> _INSTRUCTIONS FOR THE TASK_:
If a record contains a picture, skip the picture and transcribe the rest exactly.

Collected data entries
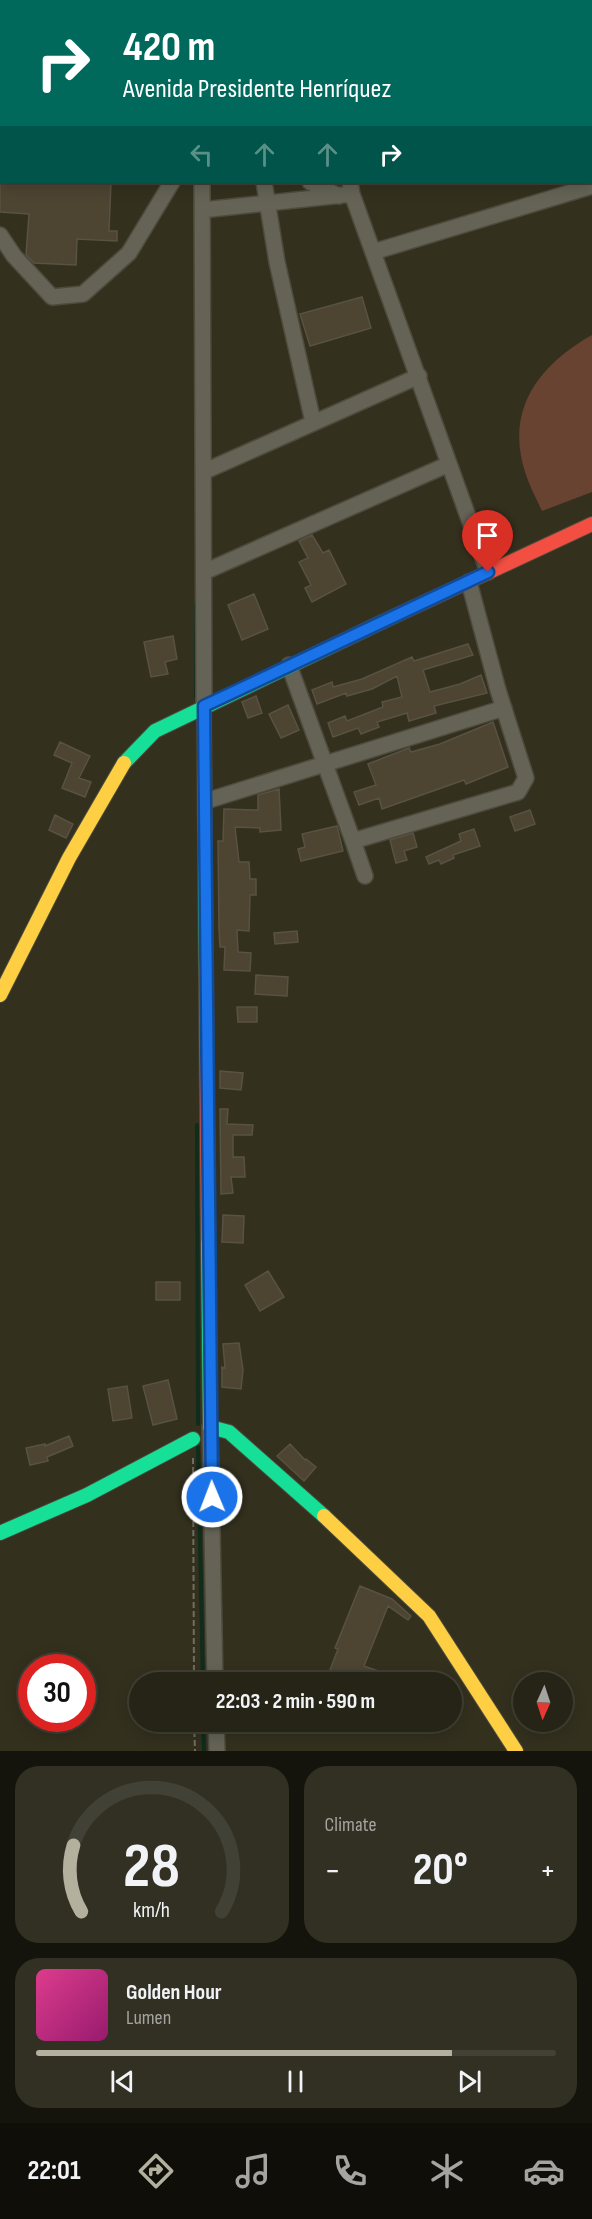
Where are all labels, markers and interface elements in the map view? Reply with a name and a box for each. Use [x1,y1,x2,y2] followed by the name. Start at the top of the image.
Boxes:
[123,22,215,73] text: 420 m
[24,24,102,102] icon: right
[123,73,391,105] text: Avenida Presidente Henríquez
[185,138,218,171] icon: left
[248,138,281,171] icon: ahead
[311,138,344,171] icon: ahead
[374,138,407,171] icon: right
[462,510,513,572] pin
[471,519,504,552] icon: arrive
[180,1465,244,1529] position arrow
[18,1654,96,1732] speed limit sign: 30
[513,1672,573,1732] north arrow
[513,1672,573,1732] map controls
[216,1688,375,1715] text: 22:03 · 2 min · 590 m
[325,1813,377,1837] text: Climate
[123,1830,180,1905] text: 28
[413,1843,468,1898] text: 20°
[325,1851,341,1891] text: −
[540,1851,556,1891] text: +
[133,1898,170,1923] text: km/h
[126,1979,222,2006] text: Golden Hour
[126,2006,171,2030] text: Lumen
[106,2065,139,2098] icon: previous
[279,2065,312,2098] icon: pause
[453,2065,486,2098] icon: next
[135,2150,177,2192] icon: directions
[232,2150,274,2192] icon: music
[329,2150,371,2192] icon: phone
[426,2150,468,2192] icon: climate
[523,2150,565,2192] icon: car
[27,2155,81,2187] text: 22:01

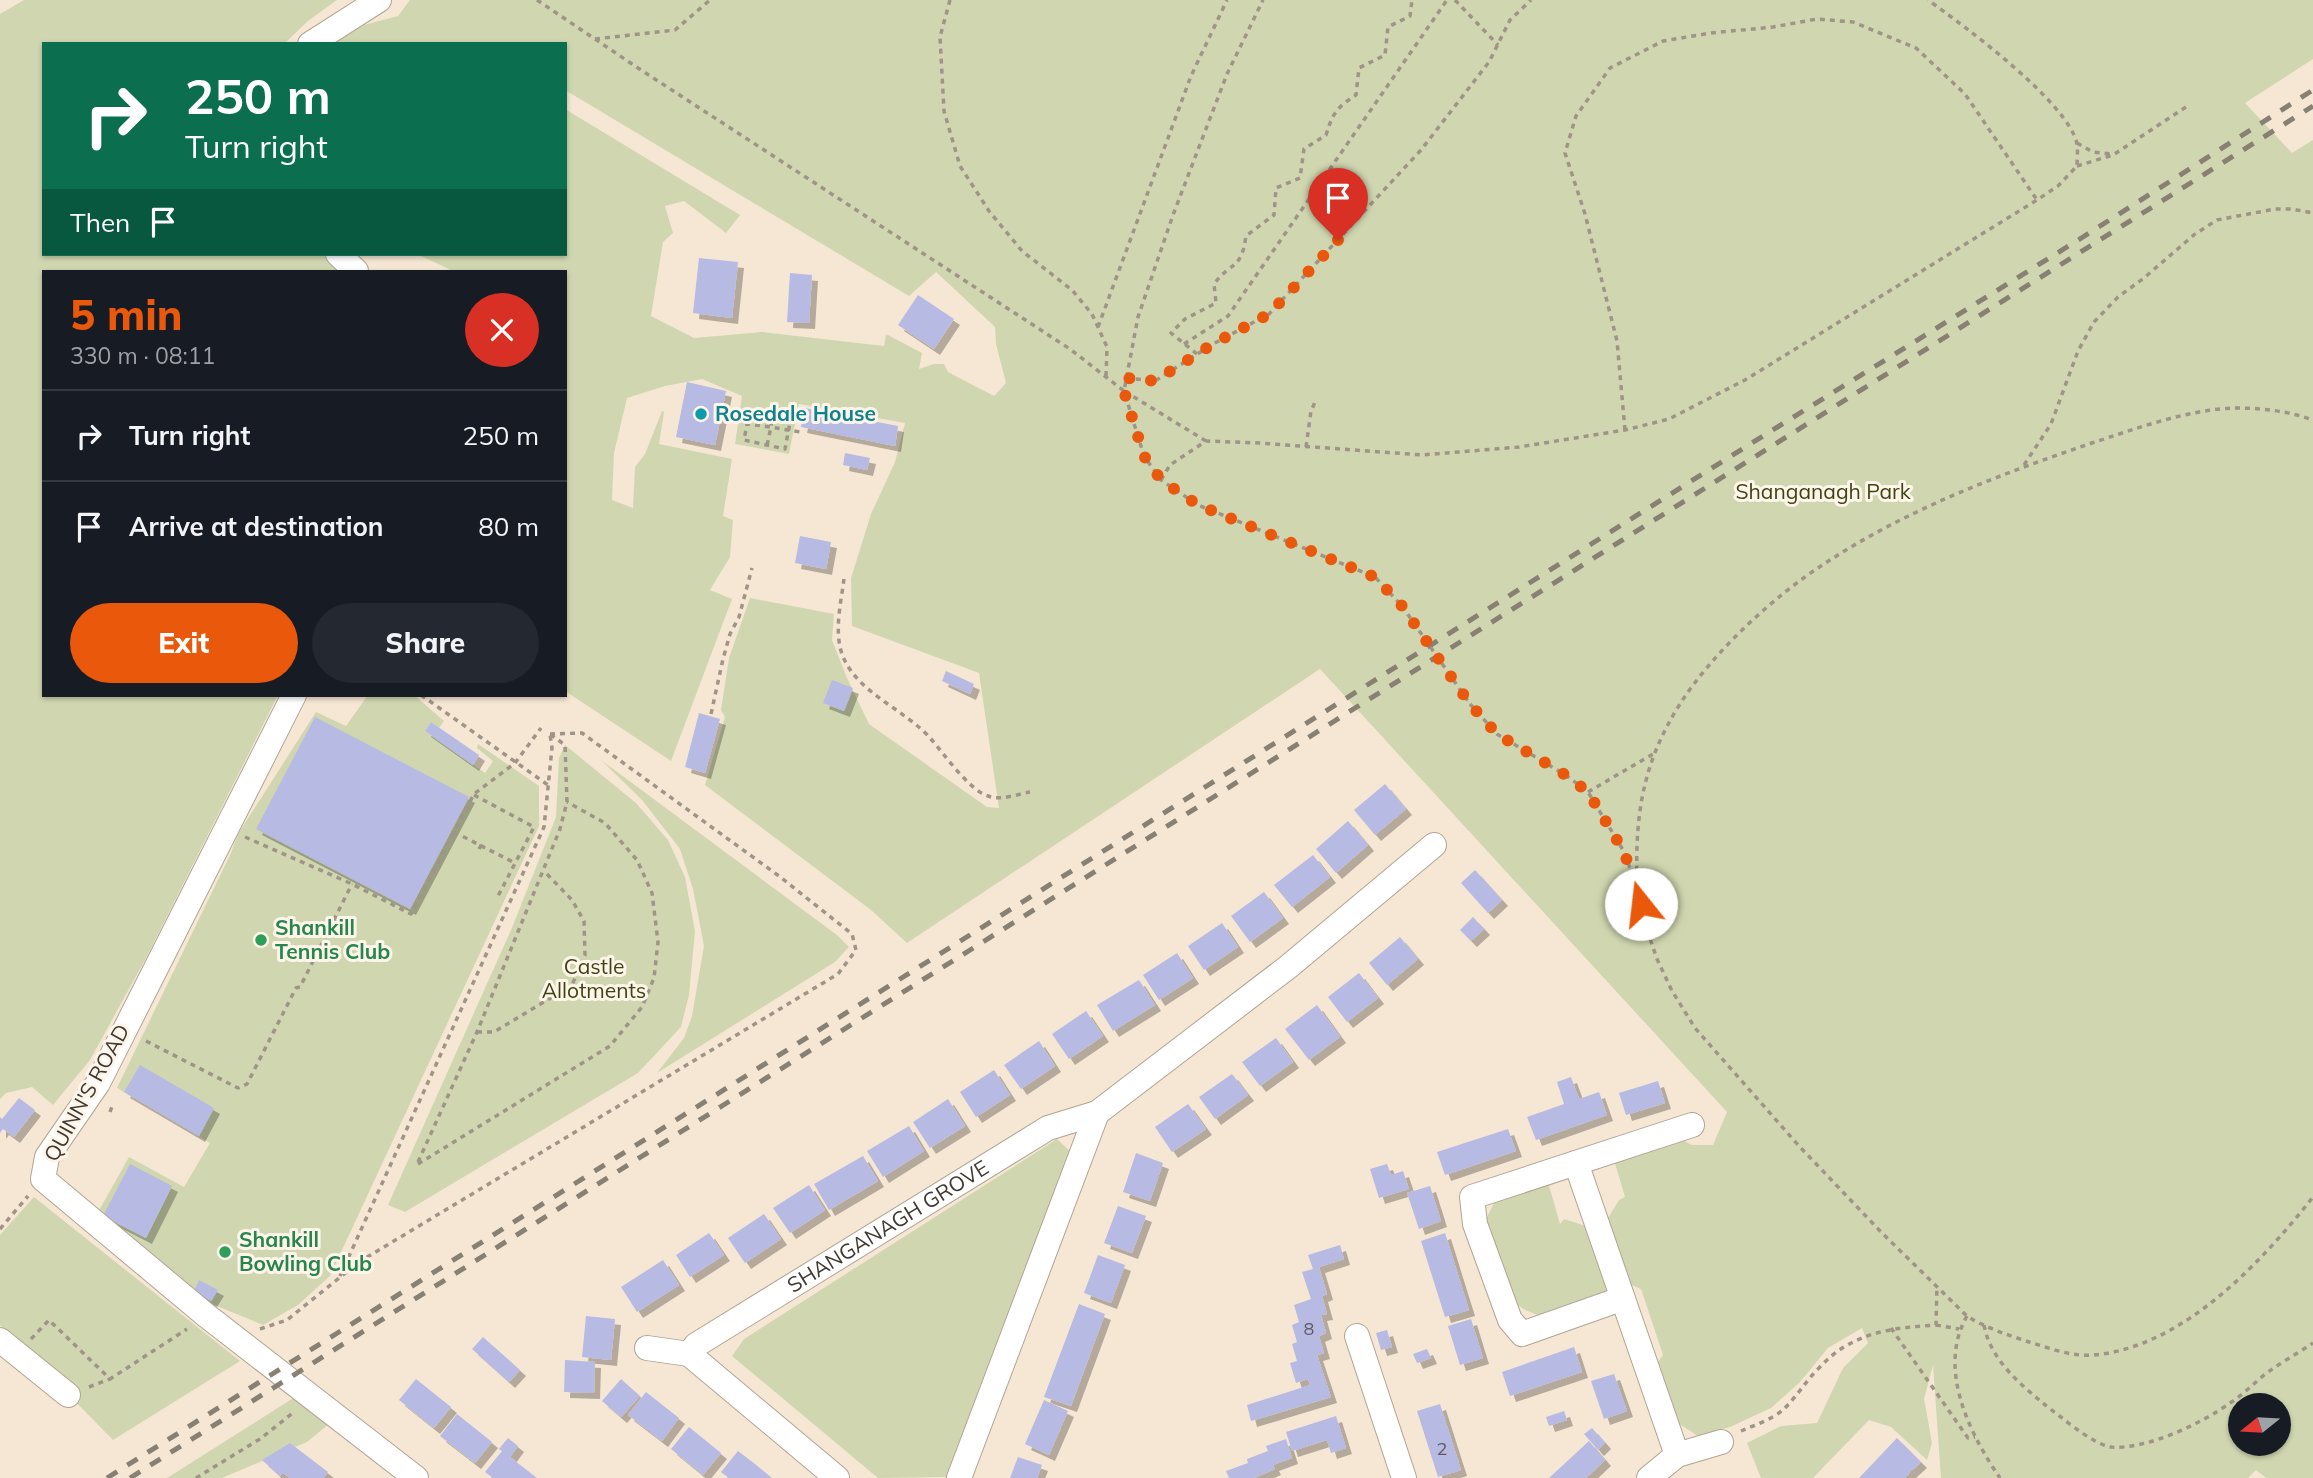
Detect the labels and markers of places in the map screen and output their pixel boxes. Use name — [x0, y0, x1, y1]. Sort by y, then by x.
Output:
pin — [1308, 168, 1368, 240]
place label: Rosedale House — [715, 400, 876, 426]
marker: Rosedale House — [693, 406, 709, 422]
place label: Shankill Tennis Club — [275, 914, 390, 964]
marker: Shankill Tennis Club — [253, 932, 269, 948]
place label: Shankill Bowling Club — [239, 1226, 372, 1276]
marker: Shankill Bowling Club — [217, 1244, 233, 1260]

> _RESPONSE TO THIS TASK_:
Where are all labels, markers and interface elements in the map view? Reply with a name and a box for each. Use [x1,y1,x2,y2] followed by the name. Start at the top of the image.
Boxes:
[123,22,215,73] text: 420 m
[24,24,102,102] icon: right
[123,73,391,105] text: Avenida Presidente Henríquez
[185,138,218,171] icon: left
[248,138,281,171] icon: ahead
[311,138,344,171] icon: ahead
[374,138,407,171] icon: right
[462,510,513,572] pin
[471,519,504,552] icon: arrive
[180,1465,244,1529] position arrow
[18,1654,96,1732] speed limit sign: 30
[513,1672,573,1732] north arrow
[513,1672,573,1732] map controls
[216,1688,375,1715] text: 22:03 · 2 min · 590 m
[325,1813,377,1837] text: Climate
[123,1830,180,1905] text: 28
[413,1843,468,1898] text: 20°
[325,1851,341,1891] text: −
[540,1851,556,1891] text: +
[133,1898,170,1923] text: km/h
[126,1979,222,2006] text: Golden Hour
[126,2006,171,2030] text: Lumen
[106,2065,139,2098] icon: previous
[279,2065,312,2098] icon: pause
[453,2065,486,2098] icon: next
[135,2150,177,2192] icon: directions
[232,2150,274,2192] icon: music
[329,2150,371,2192] icon: phone
[426,2150,468,2192] icon: climate
[523,2150,565,2192] icon: car
[27,2155,81,2187] text: 22:01

Detect the labels and markers of places in the map screen and output their pixel boxes. Use name — [x0, y0, x1, y1]. Sort by y, then by x.
Output:
pin — [1308, 168, 1368, 240]
place label: Rosedale House — [715, 400, 876, 426]
marker: Rosedale House — [693, 406, 709, 422]
place label: Shankill Tennis Club — [275, 914, 390, 964]
marker: Shankill Tennis Club — [253, 932, 269, 948]
place label: Shankill Bowling Club — [239, 1226, 372, 1276]
marker: Shankill Bowling Club — [217, 1244, 233, 1260]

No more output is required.